- **Description of the task**:
Every line with the string "italic" should be copied from the data.

Extracted material Start Marker

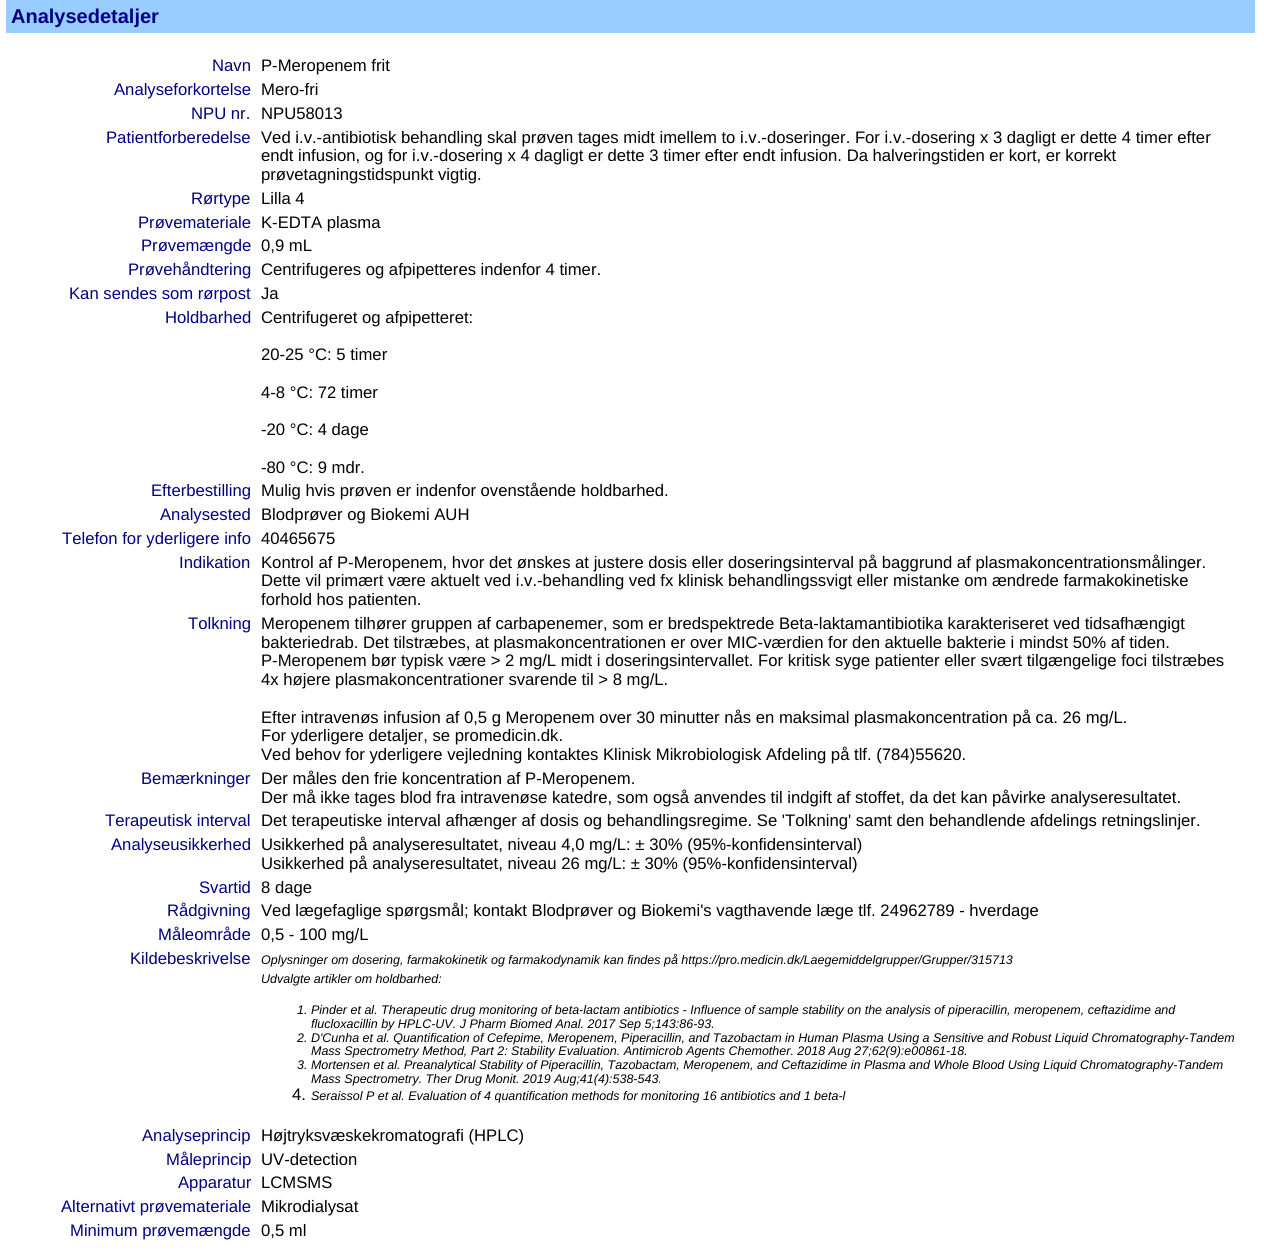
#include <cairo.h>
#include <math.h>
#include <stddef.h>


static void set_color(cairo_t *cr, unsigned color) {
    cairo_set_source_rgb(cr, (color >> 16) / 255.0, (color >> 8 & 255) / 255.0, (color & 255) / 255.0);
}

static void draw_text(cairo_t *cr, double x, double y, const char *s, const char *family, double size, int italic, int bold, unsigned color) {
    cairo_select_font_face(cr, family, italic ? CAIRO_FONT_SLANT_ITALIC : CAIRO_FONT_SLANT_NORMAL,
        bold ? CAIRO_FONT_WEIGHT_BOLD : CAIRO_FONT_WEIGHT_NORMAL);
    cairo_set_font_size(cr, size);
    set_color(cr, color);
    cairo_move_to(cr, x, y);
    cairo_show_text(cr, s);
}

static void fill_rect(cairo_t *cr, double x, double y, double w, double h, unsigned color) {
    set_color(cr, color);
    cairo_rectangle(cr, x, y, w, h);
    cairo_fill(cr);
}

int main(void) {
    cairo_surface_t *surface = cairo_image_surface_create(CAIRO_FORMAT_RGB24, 1264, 1255);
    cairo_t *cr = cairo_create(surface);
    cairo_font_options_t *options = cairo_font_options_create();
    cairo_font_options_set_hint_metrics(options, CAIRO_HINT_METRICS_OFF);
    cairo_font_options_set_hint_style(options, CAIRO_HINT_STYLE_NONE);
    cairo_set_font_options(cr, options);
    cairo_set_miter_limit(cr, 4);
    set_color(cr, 0xFFFFFF);
    cairo_paint(cr);
    fill_rect(cr, 6, 0, 1249, 33, 0x99CCFF);
    draw_text(cr, 11, 23, "Analysedetaljer", "Liberation Sans", 20, 0, 1, 0x000080);
    draw_text(cr, 212, 71, "Navn", "Liberation Sans", 16.67, 0, 0, 0x000080);
    draw_text(cr, 261, 71, "P-Meropenem frit", "Liberation Sans", 16.67, 0, 0, 0x000000);
    draw_text(cr, 114, 95, "Analyseforkortelse", "Liberation Sans", 16.67, 0, 0, 0x000080);
    draw_text(cr, 261, 95, "Mero-fri", "Liberation Sans", 16.67, 0, 0, 0x000000);
    draw_text(cr, 191, 119, "NPU nr.", "Liberation Sans", 16.67, 0, 0, 0x000080);
    draw_text(cr, 261, 119, "NPU58013", "Liberation Sans", 16.67, 0, 0, 0x000000);
    draw_text(cr, 106, 143, "Patientforberedelse", "Liberation Sans", 16.67, 0, 0, 0x000080);
    draw_text(cr, 261, 143, "Ved i.v.-antibiotisk behandling skal prøven tages midt imellem to i.v.-doseringer. For i.v.-dosering x 3 dagligt er dette 4 timer efter", "Liberation Sans", 16.67, 0, 0, 0x000000);
    draw_text(cr, 261, 161, "endt infusion, og for i.v.-dosering x 4 dagligt er dette 3 timer efter endt infusion. Da halveringstiden er kort, er korrekt", "Liberation Sans", 16.67, 0, 0, 0x000000);
    draw_text(cr, 261, 180, "prøvetagningstidspunkt vigtig.", "Liberation Sans", 16.67, 0, 0, 0x000000);
    draw_text(cr, 191, 204, "Rørtype", "Liberation Sans", 16.67, 0, 0, 0x000080);
    draw_text(cr, 261, 204, "Lilla 4", "Liberation Sans", 16.67, 0, 0, 0x000000);
    draw_text(cr, 138, 228, "Prøvemateriale", "Liberation Sans", 16.67, 0, 0, 0x000080);
    draw_text(cr, 261, 228, "K-EDTA plasma", "Liberation Sans", 16.67, 0, 0, 0x000000);
    draw_text(cr, 141, 251, "Prøvemængde", "Liberation Sans", 16.67, 0, 0, 0x000080);
    draw_text(cr, 261, 251, "0,9 mL", "Liberation Sans", 16.67, 0, 0, 0x000000);
    draw_text(cr, 128, 275, "Prøvehåndtering", "Liberation Sans", 16.67, 0, 0, 0x000080);
    draw_text(cr, 261, 275, "Centrifugeres og afpipetteres indenfor 4 timer.", "Liberation Sans", 16.67, 0, 0, 0x000000);
    draw_text(cr, 69, 299, "Kan sendes som rørpost", "Liberation Sans", 16.67, 0, 0, 0x000080);
    draw_text(cr, 261, 299, "Ja", "Liberation Sans", 16.67, 0, 0, 0x000000);
    draw_text(cr, 165, 323, "Holdbarhed", "Liberation Sans", 16.67, 0, 0, 0x000080);
    draw_text(cr, 261, 323, "Centrifugeret og afpipetteret:", "Liberation Sans", 16.67, 0, 0, 0x000000);
    draw_text(cr, 261, 360, "20-25 °C: 5 timer", "Liberation Sans", 16.67, 0, 0, 0x000000);
    draw_text(cr, 261, 398, "4-8 °C: 72 timer", "Liberation Sans", 16.67, 0, 0, 0x000000);
    draw_text(cr, 261, 435, "-20 °C: 4 dage", "Liberation Sans", 16.67, 0, 0, 0x000000);
    draw_text(cr, 261, 473, "-80 °C: 9 mdr.", "Liberation Sans", 16.67, 0, 0, 0x000000);
    draw_text(cr, 151, 496, "Efterbestilling", "Liberation Sans", 16.67, 0, 0, 0x000080);
    draw_text(cr, 261, 496, "Mulig hvis prøven er indenfor ovenstående holdbarhed.", "Liberation Sans", 16.67, 0, 0, 0x000000);
    draw_text(cr, 160, 520, "Analysested", "Liberation Sans", 16.67, 0, 0, 0x000080);
    draw_text(cr, 261, 520, "Blodprøver og Biokemi AUH", "Liberation Sans", 16.67, 0, 0, 0x000000);
    draw_text(cr, 62, 544, "Telefon for yderligere info", "Liberation Sans", 16.67, 0, 0, 0x000080);
    draw_text(cr, 261, 544, "40465675", "Liberation Sans", 16.67, 0, 0, 0x000000);
    draw_text(cr, 179, 568, "Indikation", "Liberation Sans", 16.67, 0, 0, 0x000080);
    draw_text(cr, 261, 568, "Kontrol af P-Meropenem, hvor det ønskes at justere dosis eller doseringsinterval på baggrund af plasmakoncentrationsmålinger.", "Liberation Sans", 16.67, 0, 0, 0x000000);
    draw_text(cr, 261, 586, "Dette vil primært være aktuelt ved i.v.-behandling ved fx klinisk behandlingssvigt eller mistanke om ændrede farmakokinetiske", "Liberation Sans", 16.67, 0, 0, 0x000000);
    draw_text(cr, 261, 605, "forhold hos patienten.", "Liberation Sans", 16.67, 0, 0, 0x000000);
    draw_text(cr, 188, 629, "Tolkning", "Liberation Sans", 16.67, 0, 0, 0x000080);
    draw_text(cr, 261, 629, "Meropenem tilhører gruppen af carbapenemer, som er bredspektrede Beta-laktamantibiotika karakteriseret ved tidsafhængigt", "Liberation Sans", 16.67, 0, 0, 0x000000);
    draw_text(cr, 261, 648, "bakteriedrab. Det tilstræbes, at plasmakoncentrationen er over MIC-værdien for den aktuelle bakterie i mindst 50% af tiden.", "Liberation Sans", 16.67, 0, 0, 0x000000);
    draw_text(cr, 261, 666, "P-Meropenem bør typisk være > 2 mg/L midt i doseringsintervallet. For kritisk syge patienter eller svært tilgængelige foci tilstræbes", "Liberation Sans", 16.67, 0, 0, 0x000000);
    draw_text(cr, 261, 685, "4x højere plasmakoncentrationer svarende til > 8 mg/L.", "Liberation Sans", 16.67, 0, 0, 0x000000);
    draw_text(cr, 261, 723, "Efter intravenøs infusion af 0,5 g Meropenem over 30 minutter nås en maksimal plasmakoncentration på ca. 26 mg/L.", "Liberation Sans", 16.67, 0, 0, 0x000000);
    draw_text(cr, 261, 741, "For yderligere detaljer, se promedicin.dk.", "Liberation Sans", 16.67, 0, 0, 0x000000);
    draw_text(cr, 261, 760, "Ved behov for yderligere vejledning kontaktes Klinisk Mikrobiologisk Afdeling på tlf. (784)55620.", "Liberation Sans", 16.67, 0, 0, 0x000000);
    draw_text(cr, 141, 784, "Bemærkninger", "Liberation Sans", 16.67, 0, 0, 0x000080);
    draw_text(cr, 261, 784, "Der måles den frie koncentration af P-Meropenem.", "Liberation Sans", 16.67, 0, 0, 0x000000);
    draw_text(cr, 261, 803, "Der må ikke tages blod fra intravenøse katedre, som også anvendes til indgift af stoffet, da det kan påvirke analyseresultatet.", "Liberation Sans", 16.67, 0, 0, 0x000000);
    draw_text(cr, 105, 826, "Terapeutisk interval", "Liberation Sans", 16.67, 0, 0, 0x000080);
    draw_text(cr, 261, 826, "Det terapeutiske interval afhænger af dosis og behandlingsregime. Se 'Tolkning' samt den behandlende afdelings retningslinjer.", "Liberation Sans", 16.67, 0, 0, 0x000000);
    draw_text(cr, 111, 850, "Analyseusikkerhed", "Liberation Sans", 16.67, 0, 0, 0x000080);
    draw_text(cr, 261, 850, "Usikkerhed på analyseresultatet, niveau 4,0 mg/L: ± 30% (95%-konfidensinterval)", "Liberation Sans", 16.67, 0, 0, 0x000000);
    draw_text(cr, 261, 869, "Usikkerhed på analyseresultatet, niveau 26 mg/L: ± 30% (95%-konfidensinterval)", "Liberation Sans", 16.67, 0, 0, 0x000000);
    draw_text(cr, 199, 893, "Svartid", "Liberation Sans", 16.67, 0, 0, 0x000080);
    draw_text(cr, 261, 893, "8 dage", "Liberation Sans", 16.67, 0, 0, 0x000000);
    draw_text(cr, 167, 916, "Rådgivning", "Liberation Sans", 16.67, 0, 0, 0x000080);
    draw_text(cr, 261, 916, "Ved lægefaglige spørgsmål; kontakt Blodprøver og Biokemi's vagthavende læge tlf. 24962789 - hverdage", "Liberation Sans", 16.67, 0, 0, 0x000000);
    draw_text(cr, 158, 940, "Måleområde", "Liberation Sans", 16.67, 0, 0, 0x000080);
    draw_text(cr, 261, 940, "0,5 - 100 mg/L", "Liberation Sans", 16.67, 0, 0, 0x000000);
    draw_text(cr, 130, 964, "Kildebeskrivelse", "Liberation Sans", 16.67, 0, 0, 0x000080);
    draw_text(cr, 261, 964, "Oplysninger om dosering, farmakokinetik og farmakodynamik kan findes på https://pro.medicin.dk/Laegemiddelgrupper/Grupper/315713", "Liberation Sans", 12.5, 1, 0, 0x000000);
    draw_text(cr, 261, 983, "Udvalgte artikler om holdbarhed:", "Liberation Sans", 12.5, 1, 0, 0x000000);
    draw_text(cr, 297, 1014, "1. Pinder et al. Therapeutic drug monitoring of beta-lactam antibiotics - Influence of sample stability on the analysis of piperacillin, meropenem, ceftazidime and", "Liberation Sans", 12.5, 1, 0, 0x000000);
    draw_text(cr, 311, 1028, "flucloxacillin by HPLC-UV. J Pharm Biomed Anal. 2017 Sep 5;143:86-93.", "Liberation Sans", 12.5, 1, 0, 0x000000);
    draw_text(cr, 297, 1042, "2. D'Cunha et al. Quantification of Cefepime, Meropenem, Piperacillin, and Tazobactam in Human Plasma Using a Sensitive and Robust Liquid Chromatography-Tandem", "Liberation Sans", 12.5, 1, 0, 0x000000);
    draw_text(cr, 311, 1055, "Mass Spectrometry Method, Part 2: Stability Evaluation. Antimicrob Agents Chemother. 2018 Aug 27;62(9):e00861-18.", "Liberation Sans", 12.5, 1, 0, 0x000000);
    draw_text(cr, 297, 1069, "3. Mortensen et al. Preanalytical Stability of Piperacillin, Tazobactam, Meropenem, and Ceftazidime in Plasma and Whole Blood Using Liquid Chromatography-Tandem", "Liberation Sans", 12.5, 1, 0, 0x000000);
    draw_text(cr, 311, 1083, "Mass Spectrometry. Ther Drug Monit. 2019 Aug;41(4):538-543.", "Liberation Sans", 12.5, 1, 0, 0x000000);
    draw_text(cr, 292, 1100, "4.", "Liberation Sans", 16.67, 0, 0, 0x000000);
    draw_text(cr, 311, 1100, "Seraissol P et al. Evaluation of 4 quantification methods for monitoring 16 antibiotics and 1 beta-l", "Liberation Sans", 12.5, 1, 0, 0x000000);
    draw_text(cr, 142, 1141, "Analyseprincip", "Liberation Sans", 16.67, 0, 0, 0x000080);
    draw_text(cr, 261, 1141, "Højtryksvæskekromatografi (HPLC)", "Liberation Sans", 16.67, 0, 0, 0x000000);
    draw_text(cr, 166, 1165, "Måleprincip", "Liberation Sans", 16.67, 0, 0, 0x000080);
    draw_text(cr, 261, 1165, "UV-detection", "Liberation Sans", 16.67, 0, 0, 0x000000);
    draw_text(cr, 178, 1188, "Apparatur", "Liberation Sans", 16.67, 0, 0, 0x000080);
    draw_text(cr, 261, 1188, "LCMSMS", "Liberation Sans", 16.67, 0, 0, 0x000000);
    draw_text(cr, 61, 1212, "Alternativt prøvemateriale", "Liberation Sans", 16.67, 0, 0, 0x000080);
    draw_text(cr, 261, 1212, "Mikrodialysat", "Liberation Sans", 16.67, 0, 0, 0x000000);
    draw_text(cr, 70, 1236, "Minimum prøvemængde", "Liberation Sans", 16.67, 0, 0, 0x000080);
    draw_text(cr, 261, 1236, "0,5 ml", "Liberation Sans", 16.67, 0, 0, 0x000000);
    cairo_surface_write_to_png(surface, "output.png");
    cairo_font_options_destroy(options);
    cairo_destroy(cr);
    cairo_surface_destroy(surface);
    return 0;
}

Extracted material End Marker

- **Result**:
static void draw_text(cairo_t *cr, double x, double y, const char *s, const char *family, double size, int italic, int bold, unsigned color) {
    cairo_select_font_face(cr, family, italic ? CAIRO_FONT_SLANT_ITALIC : CAIRO_FONT_SLANT_NORMAL,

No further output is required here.